▶ _DATA EXCERPTS_

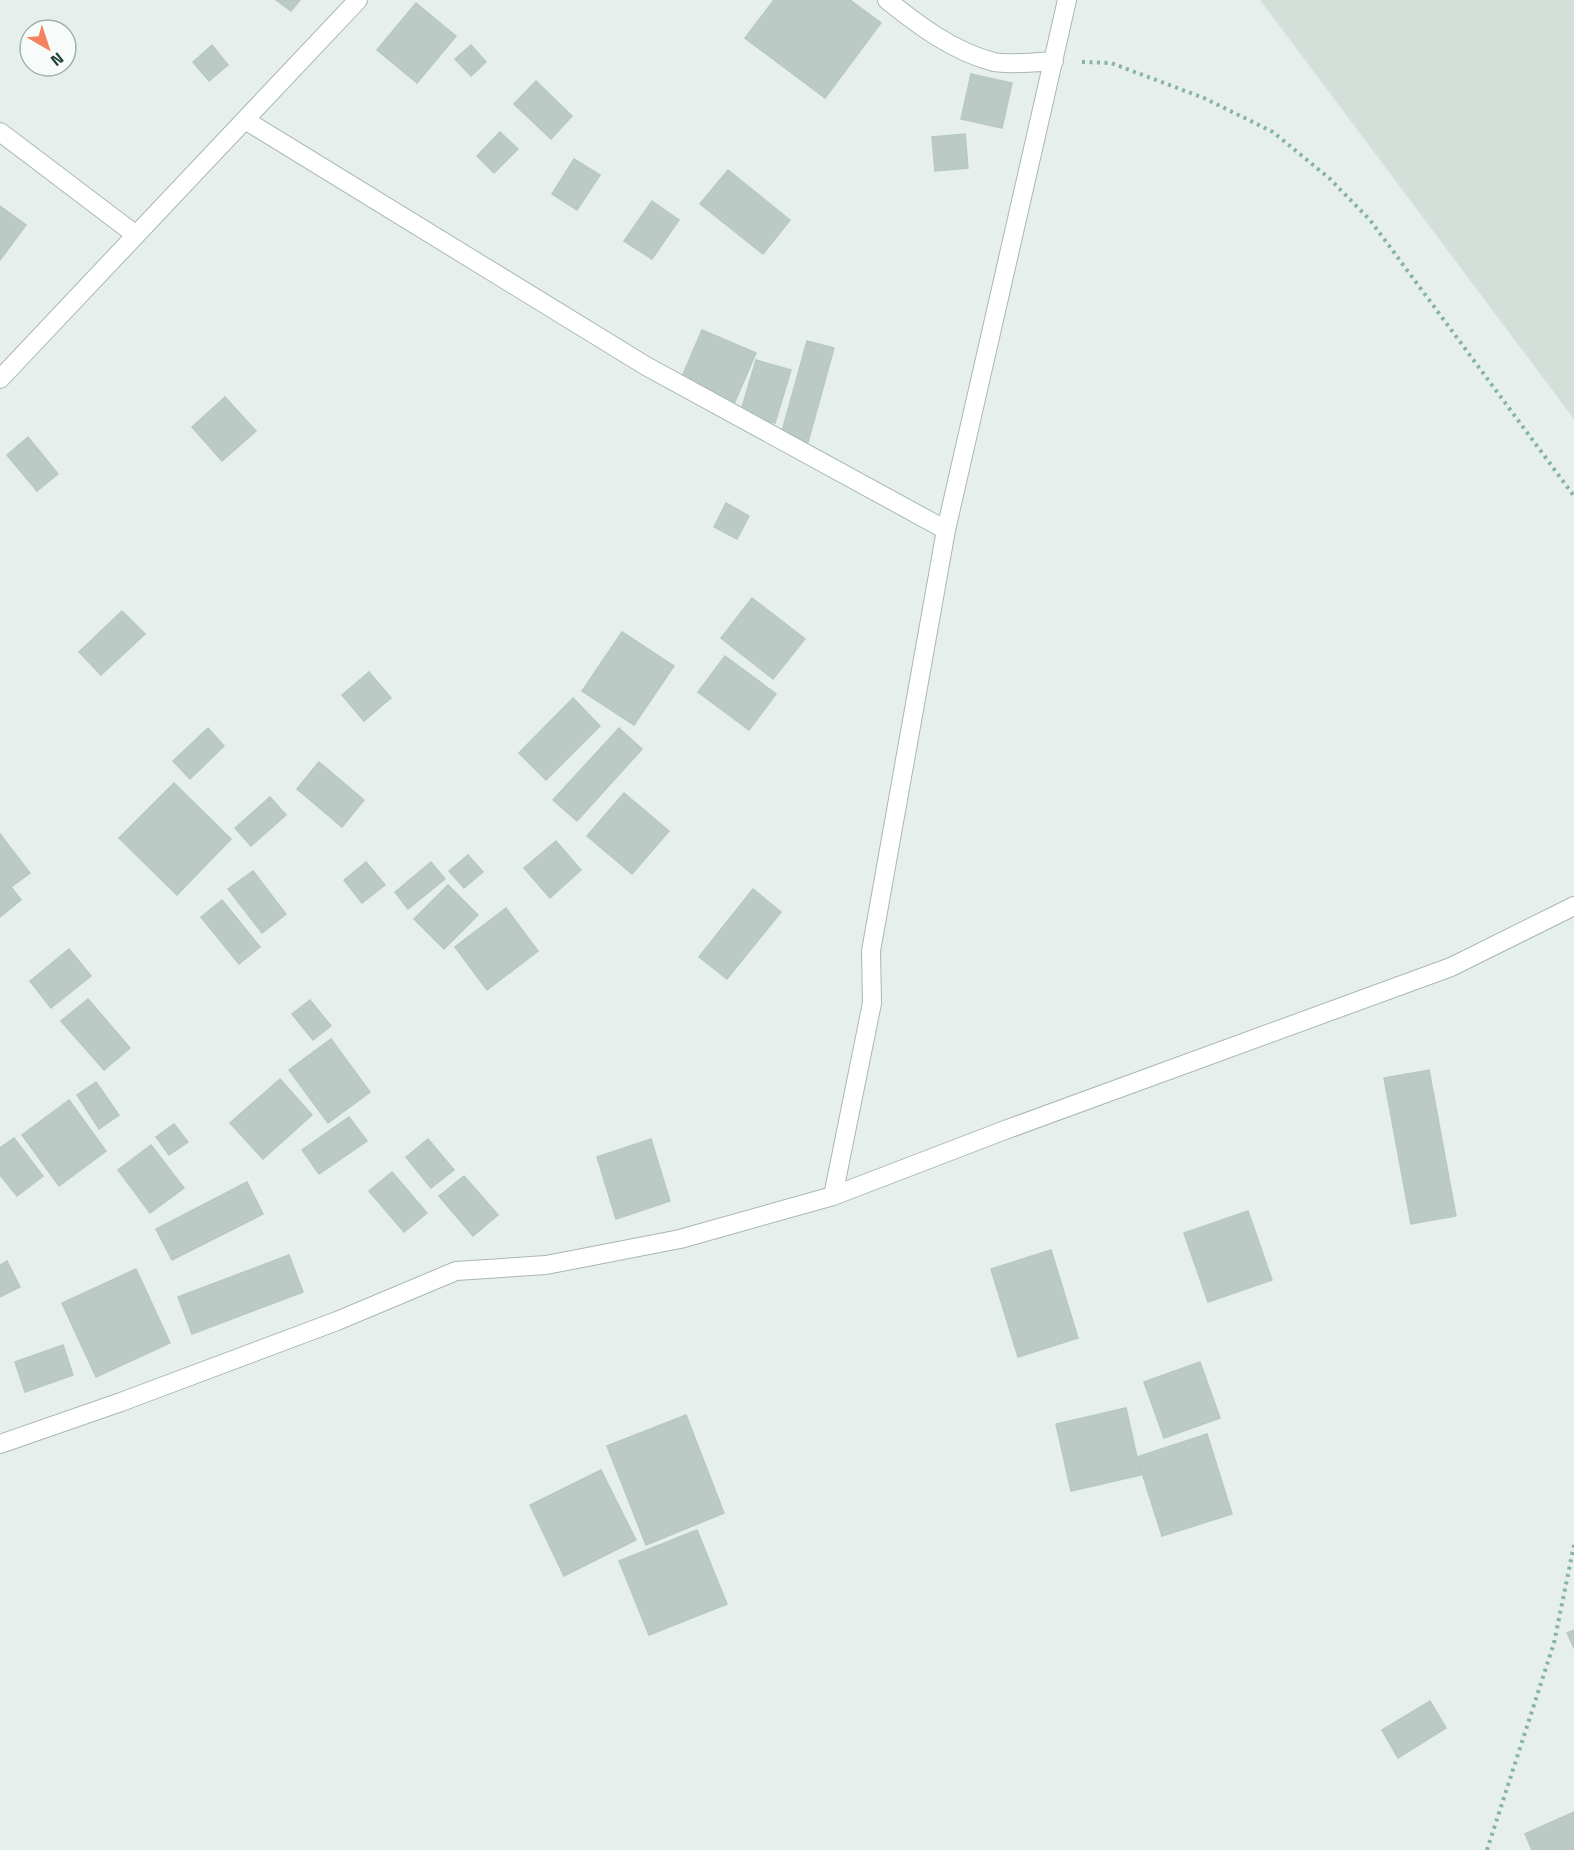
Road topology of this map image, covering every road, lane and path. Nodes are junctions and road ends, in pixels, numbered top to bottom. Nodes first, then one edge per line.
1 (358, 0) edge
2 (887, 0) edge
3 (1067, 0) edge
4 (1054, 61) junction
5 (245, 120) junction
6 (0, 132) edge
7 (136, 235) junction
8 (0, 379) edge
9 (1574, 496) edge
10 (946, 530) junction
11 (1574, 906) edge
12 (833, 1196) junction
13 (0, 1444) edge
14 (1574, 1545) edge
15 (1487, 1850) edge

1 - 5 street
2 - 4 street
3 - 4 street
4 - 9 path
4 - 10 street
5 - 7 street
5 - 10 street
6 - 7 street
7 - 8 street
10 - 12 street
11 - 12 street
12 - 13 street
14 - 15 path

▶ _PROMPT_
Give the entries again exactly, but skip every image.

▶ _EXERCISE ANSWER_
Road topology of this map image, covering every road, lane and path. Nodes are junctions and road ends, in pixels, numbered top to bottom. Nodes first, then one edge per line.
1 (358, 0) edge
2 (887, 0) edge
3 (1067, 0) edge
4 (1054, 61) junction
5 (245, 120) junction
6 (0, 132) edge
7 (136, 235) junction
8 (0, 379) edge
9 (1574, 496) edge
10 (946, 530) junction
11 (1574, 906) edge
12 (833, 1196) junction
13 (0, 1444) edge
14 (1574, 1545) edge
15 (1487, 1850) edge

1 - 5 street
2 - 4 street
3 - 4 street
4 - 9 path
4 - 10 street
5 - 7 street
5 - 10 street
6 - 7 street
7 - 8 street
10 - 12 street
11 - 12 street
12 - 13 street
14 - 15 path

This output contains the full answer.